Rien n’est plus difficile que d’écrire l’histoire d’une pensée, de ses influences, de son enracinement, et des lectures qui en furent faîtes. Avec cet ouvrage, nous sommes invités à emprunter les « chemins escarpés » de l’histoire de la présence de Marx sous différentes approches : sa vision de la France, ses amitiés françaises, les étapes de l’introduction de sa pensée, sa « présence » au Musée de l’histoire vivante bien sûr et aux archives de Bobigny, les multiples manières de le représenter.… (a/s de Marx en France. Histoire, usages et représentations, Jean-Numa Ducange (dir. ), Musée de l’Histoire vivante, 2023, 240p, 24,90€)

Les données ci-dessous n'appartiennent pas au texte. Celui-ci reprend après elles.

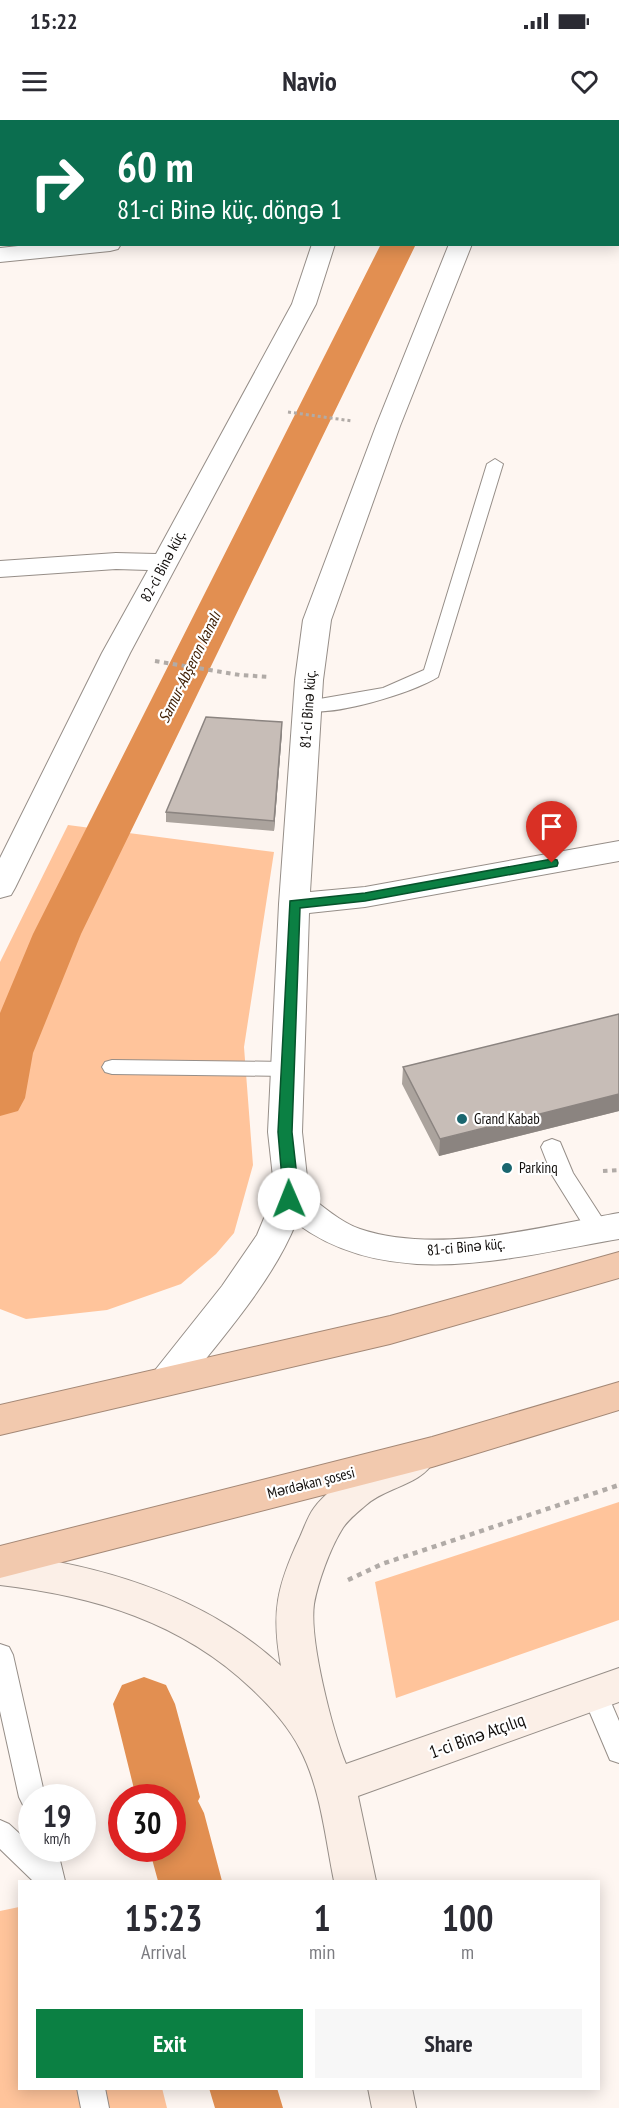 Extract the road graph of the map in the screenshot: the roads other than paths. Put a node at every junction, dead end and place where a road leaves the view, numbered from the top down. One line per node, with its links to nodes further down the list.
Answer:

Dans le cas de l’importation de Karl Marx dans le champ politique français, nous savons que son œuvre est entrée en interaction avec celles d’autres penseurs socialistes (au premier chef Proudhon), et que l’obstacle de la langue d’origine, l’allemand, joue un rôle non négligeable. 

Le marxime en France
Si Marx fut essentiellement présent physiquement à Paris d’octobre 1843 à janvier 1845, puis en mars-avril 1848 et en juillet 1849, son influence, lui qui se définissait comme « citoyen du monde » travaillant « là où [il] se trouve » selon Paul Lafargue, a dû se confronter à des traditions et des courants socialistes bien différents de son approche. On pourrait faire référence aux critiques anarchistes sur son attitude vis-à-vis de la France en 1870 puisqu’il souhaita alors la victoire prussienne pour établir la domination idéologique des socialistes allemands plus proches de ses conceptions1…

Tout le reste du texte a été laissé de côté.